═════ EXERCISE DATA ═════

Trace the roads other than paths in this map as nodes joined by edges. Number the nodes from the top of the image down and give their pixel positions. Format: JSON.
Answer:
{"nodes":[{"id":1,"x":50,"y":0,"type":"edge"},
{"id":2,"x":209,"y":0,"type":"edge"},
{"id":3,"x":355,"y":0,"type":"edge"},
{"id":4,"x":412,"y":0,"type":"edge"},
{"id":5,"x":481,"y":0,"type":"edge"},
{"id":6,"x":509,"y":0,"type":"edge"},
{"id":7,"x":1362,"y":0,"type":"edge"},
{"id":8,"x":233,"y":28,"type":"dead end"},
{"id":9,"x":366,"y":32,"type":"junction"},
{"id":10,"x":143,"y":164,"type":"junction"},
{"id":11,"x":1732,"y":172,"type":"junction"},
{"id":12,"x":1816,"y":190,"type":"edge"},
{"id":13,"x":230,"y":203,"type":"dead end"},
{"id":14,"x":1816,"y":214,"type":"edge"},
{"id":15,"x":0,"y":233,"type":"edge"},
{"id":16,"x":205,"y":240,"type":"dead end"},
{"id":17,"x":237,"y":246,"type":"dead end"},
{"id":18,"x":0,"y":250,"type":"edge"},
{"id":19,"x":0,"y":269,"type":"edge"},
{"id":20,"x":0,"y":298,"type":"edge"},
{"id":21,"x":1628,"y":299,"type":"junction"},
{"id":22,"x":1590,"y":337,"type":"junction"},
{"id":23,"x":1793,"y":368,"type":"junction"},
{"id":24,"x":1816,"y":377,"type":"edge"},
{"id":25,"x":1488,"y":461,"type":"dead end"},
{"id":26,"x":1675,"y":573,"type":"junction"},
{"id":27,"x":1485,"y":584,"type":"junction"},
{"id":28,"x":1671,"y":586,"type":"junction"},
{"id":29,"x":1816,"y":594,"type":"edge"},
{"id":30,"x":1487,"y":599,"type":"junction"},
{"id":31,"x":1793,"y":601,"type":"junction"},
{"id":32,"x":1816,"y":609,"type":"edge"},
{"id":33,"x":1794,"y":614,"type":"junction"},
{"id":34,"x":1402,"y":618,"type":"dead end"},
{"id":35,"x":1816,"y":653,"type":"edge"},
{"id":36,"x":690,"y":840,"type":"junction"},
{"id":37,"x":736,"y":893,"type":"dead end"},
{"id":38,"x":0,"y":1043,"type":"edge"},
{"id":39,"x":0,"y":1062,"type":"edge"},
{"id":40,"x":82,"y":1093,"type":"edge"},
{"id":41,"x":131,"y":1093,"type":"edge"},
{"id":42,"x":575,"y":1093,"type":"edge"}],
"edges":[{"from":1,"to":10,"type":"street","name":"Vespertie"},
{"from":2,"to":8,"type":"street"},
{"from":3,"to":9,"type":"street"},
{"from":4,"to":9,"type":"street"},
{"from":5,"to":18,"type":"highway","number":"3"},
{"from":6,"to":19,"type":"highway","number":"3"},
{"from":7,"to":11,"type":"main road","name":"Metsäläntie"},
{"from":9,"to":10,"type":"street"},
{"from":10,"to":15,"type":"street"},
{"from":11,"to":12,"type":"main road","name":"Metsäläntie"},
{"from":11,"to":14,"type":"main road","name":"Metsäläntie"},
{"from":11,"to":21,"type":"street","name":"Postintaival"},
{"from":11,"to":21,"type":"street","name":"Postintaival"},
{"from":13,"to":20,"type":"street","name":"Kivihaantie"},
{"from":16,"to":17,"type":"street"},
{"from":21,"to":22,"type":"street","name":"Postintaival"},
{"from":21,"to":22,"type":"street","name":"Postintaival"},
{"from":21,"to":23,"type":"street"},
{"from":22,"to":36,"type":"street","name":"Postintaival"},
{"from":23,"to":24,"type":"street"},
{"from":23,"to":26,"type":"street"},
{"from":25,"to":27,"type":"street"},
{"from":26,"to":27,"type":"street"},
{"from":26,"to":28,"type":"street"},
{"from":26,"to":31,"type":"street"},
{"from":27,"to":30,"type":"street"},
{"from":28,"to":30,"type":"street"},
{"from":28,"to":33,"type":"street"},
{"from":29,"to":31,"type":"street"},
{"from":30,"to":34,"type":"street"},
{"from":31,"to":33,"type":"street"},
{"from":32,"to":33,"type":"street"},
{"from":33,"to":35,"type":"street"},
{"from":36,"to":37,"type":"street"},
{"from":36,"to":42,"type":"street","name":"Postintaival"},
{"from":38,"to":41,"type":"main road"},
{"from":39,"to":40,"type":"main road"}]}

═════

WHAT TO DO:
Your reply must contain each entry, reproduced exactly.

RESULT FOR THIS TASK:
Trace the roads other than paths in this map as nodes joined by edges. Number the nodes from the top of the image down and give their pixel positions. Format: JSON.
Answer:
{"nodes":[{"id":1,"x":50,"y":0,"type":"edge"},
{"id":2,"x":209,"y":0,"type":"edge"},
{"id":3,"x":355,"y":0,"type":"edge"},
{"id":4,"x":412,"y":0,"type":"edge"},
{"id":5,"x":481,"y":0,"type":"edge"},
{"id":6,"x":509,"y":0,"type":"edge"},
{"id":7,"x":1362,"y":0,"type":"edge"},
{"id":8,"x":233,"y":28,"type":"dead end"},
{"id":9,"x":366,"y":32,"type":"junction"},
{"id":10,"x":143,"y":164,"type":"junction"},
{"id":11,"x":1732,"y":172,"type":"junction"},
{"id":12,"x":1816,"y":190,"type":"edge"},
{"id":13,"x":230,"y":203,"type":"dead end"},
{"id":14,"x":1816,"y":214,"type":"edge"},
{"id":15,"x":0,"y":233,"type":"edge"},
{"id":16,"x":205,"y":240,"type":"dead end"},
{"id":17,"x":237,"y":246,"type":"dead end"},
{"id":18,"x":0,"y":250,"type":"edge"},
{"id":19,"x":0,"y":269,"type":"edge"},
{"id":20,"x":0,"y":298,"type":"edge"},
{"id":21,"x":1628,"y":299,"type":"junction"},
{"id":22,"x":1590,"y":337,"type":"junction"},
{"id":23,"x":1793,"y":368,"type":"junction"},
{"id":24,"x":1816,"y":377,"type":"edge"},
{"id":25,"x":1488,"y":461,"type":"dead end"},
{"id":26,"x":1675,"y":573,"type":"junction"},
{"id":27,"x":1485,"y":584,"type":"junction"},
{"id":28,"x":1671,"y":586,"type":"junction"},
{"id":29,"x":1816,"y":594,"type":"edge"},
{"id":30,"x":1487,"y":599,"type":"junction"},
{"id":31,"x":1793,"y":601,"type":"junction"},
{"id":32,"x":1816,"y":609,"type":"edge"},
{"id":33,"x":1794,"y":614,"type":"junction"},
{"id":34,"x":1402,"y":618,"type":"dead end"},
{"id":35,"x":1816,"y":653,"type":"edge"},
{"id":36,"x":690,"y":840,"type":"junction"},
{"id":37,"x":736,"y":893,"type":"dead end"},
{"id":38,"x":0,"y":1043,"type":"edge"},
{"id":39,"x":0,"y":1062,"type":"edge"},
{"id":40,"x":82,"y":1093,"type":"edge"},
{"id":41,"x":131,"y":1093,"type":"edge"},
{"id":42,"x":575,"y":1093,"type":"edge"}],
"edges":[{"from":1,"to":10,"type":"street","name":"Vespertie"},
{"from":2,"to":8,"type":"street"},
{"from":3,"to":9,"type":"street"},
{"from":4,"to":9,"type":"street"},
{"from":5,"to":18,"type":"highway","number":"3"},
{"from":6,"to":19,"type":"highway","number":"3"},
{"from":7,"to":11,"type":"main road","name":"Metsäläntie"},
{"from":9,"to":10,"type":"street"},
{"from":10,"to":15,"type":"street"},
{"from":11,"to":12,"type":"main road","name":"Metsäläntie"},
{"from":11,"to":14,"type":"main road","name":"Metsäläntie"},
{"from":11,"to":21,"type":"street","name":"Postintaival"},
{"from":11,"to":21,"type":"street","name":"Postintaival"},
{"from":13,"to":20,"type":"street","name":"Kivihaantie"},
{"from":16,"to":17,"type":"street"},
{"from":21,"to":22,"type":"street","name":"Postintaival"},
{"from":21,"to":22,"type":"street","name":"Postintaival"},
{"from":21,"to":23,"type":"street"},
{"from":22,"to":36,"type":"street","name":"Postintaival"},
{"from":23,"to":24,"type":"street"},
{"from":23,"to":26,"type":"street"},
{"from":25,"to":27,"type":"street"},
{"from":26,"to":27,"type":"street"},
{"from":26,"to":28,"type":"street"},
{"from":26,"to":31,"type":"street"},
{"from":27,"to":30,"type":"street"},
{"from":28,"to":30,"type":"street"},
{"from":28,"to":33,"type":"street"},
{"from":29,"to":31,"type":"street"},
{"from":30,"to":34,"type":"street"},
{"from":31,"to":33,"type":"street"},
{"from":32,"to":33,"type":"street"},
{"from":33,"to":35,"type":"street"},
{"from":36,"to":37,"type":"street"},
{"from":36,"to":42,"type":"street","name":"Postintaival"},
{"from":38,"to":41,"type":"main road"},
{"from":39,"to":40,"type":"main road"}]}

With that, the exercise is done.